Suppose $P(\cos(x), \sin(x))$ is a polynomial in $\mathbb R[X, Y]$ with degree $n$. I want to determine the number of roots of $P(\cos(x), \sin(x))$. Here I mean the possible values of the pair $(\cos(x), \sin(x))$, not roots in $x$. We exclude the case $P = \cos^2(x) + \sin^2(x) - 1$ and the ideal generated by $P$. Not sure whether this is enough but I meant to ask when we don't have this trivial case.

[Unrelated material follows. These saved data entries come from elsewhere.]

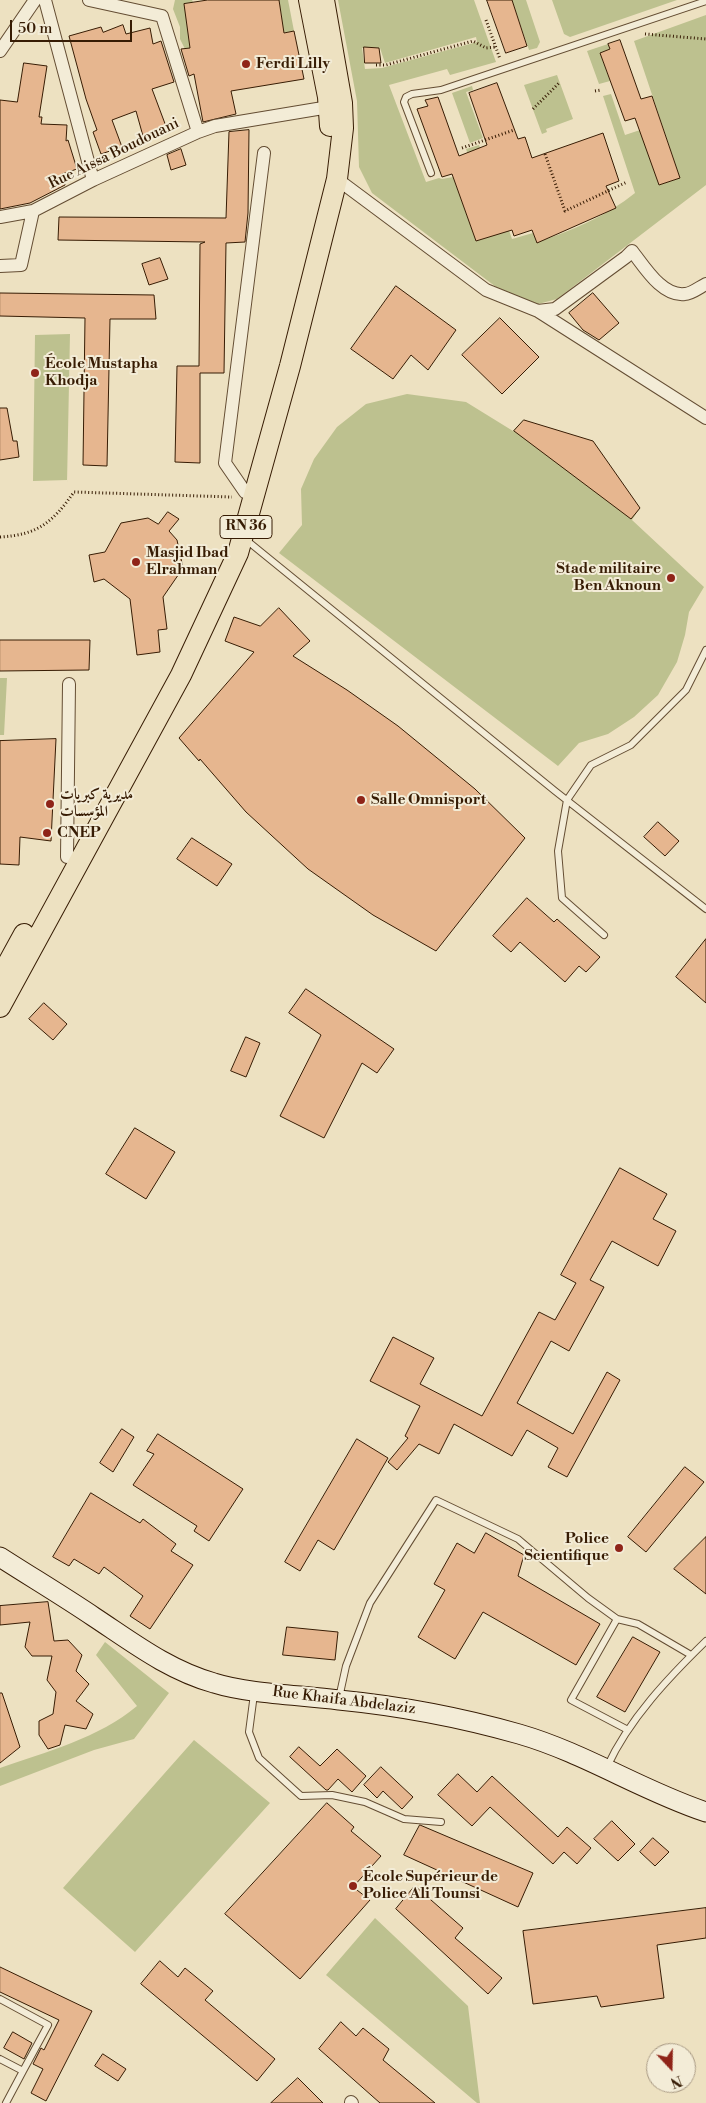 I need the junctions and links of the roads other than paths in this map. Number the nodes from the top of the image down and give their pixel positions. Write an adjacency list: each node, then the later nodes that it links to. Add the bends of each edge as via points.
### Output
1 (35, 0): 7 (street)
2 (45, 0): 13 (street)
3 (89, 0): 9 (street, Rue Aissa Boudouani, via 162,16)
4 (309, 0): 8 (main road, RN 36)
5 (324, 0): 12 (main road, RN 36, via 342,103 343,128)
6 (706, 1): 11 (lane, via 441,90 406,97 404,102)
7 (0, 51)
8 (329, 106): 9 (street, via 215,126); 20 (main road, RN 36, via 329,156 319,215)
9 (198, 132): 13 (street, Rue Aissa Boudouani)
10 (264, 153): 20 (street, via 225,463)
11 (431, 173)
12 (337, 179): 18 (street, via 486,290); 21 (main road, RN 36)
13 (93, 180): 14 (street, Rue Aissa Boudouani)
14 (33, 211): 15 (street, Rue Aissa Boudouani); 16 (street, via 21,266)
15 (0, 217)
16 (0, 266)
17 (706, 284): 18 (street, via 686,294 674,294 660,285 632,251 555,309)
18 (538, 312): 19 (street)
19 (706, 418)
20 (244, 495): 25 (main road, RN 36, via 226,550 190,630)
21 (243, 538): 24 (lane); 29 (main road, RN 36, via 220,595 181,674)
22 (706, 650): 24 (lane, via 686,690 632,746 591,765)
23 (70, 684): 25 (street)
24 (567, 800): 26 (lane); 27 (lane, via 558,851 562,898)
25 (67, 857): 28 (main road, RN 36)
26 (706, 909)
27 (604, 935)
28 (0, 978)
29 (0, 1007)
30 (0, 1557): 34 (street, Rue Khaifa Abdelaziz, via 166,1664 215,1684)
31 (617, 1619): 33 (lane, via 638,1624); 35 (lane, via 518,1539 436,1500 370,1603 346,1666); 36 (lane, via 571,1700)
32 (706, 1641): 33 (lane)
33 (691, 1655): 36 (lane)
34 (254, 1690): 35 (street, Rue Khaifa Abdelaziz); 39 (lane, via 249,1732 259,1758 301,1796 332,1795 365,1802 404,1818)
35 (339, 1700): 37 (street, Rue Khaifa Abdelaziz, via 437,1713 489,1726 542,1741)
36 (628, 1730): 37 (lane)
37 (606, 1768): 38 (street, Rue Khaifa Abdelaziz)
38 (706, 1812)
39 (441, 1822)
40 (0, 1999): 42 (lane, via 48,2026)
41 (0, 2059): 42 (lane)
42 (23, 2070): 43 (lane)
43 (6, 2103)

If we introduce the change of variable $$ \cos (x) = \frac{ 1-t^2}{1+t^2}, \sin(x) = \frac{2t}{1+t^2}.$$ Then $P(\cos(x), \sin(x))$ can be considered as a rational function with numerator $n(t) \in \mathbb R[t]$ having degree at most $2n$. But this would imply we could have at most $2n$ solutions for $t$. Thus at most $2n$ solutions for the pair $(\cos(x), \sin(x))$. Is this correct? However, I had a feeling that the number should be $n$.
That's basically right. You have to be a little careful in that $(\cos x,\sin x) =(-1,0)$ isn't included in your parametrisation, but the conclusion still holds.
You do need $2n$, not $n$. You can see this even when $n=1$. For instance $\cos x=\sin x$ has two solutions $(\cos x,\sin x)=(1/\sqrt2,1/\sqrt2)$ and $(-1/\sqrt2,-1/\sqrt2)$.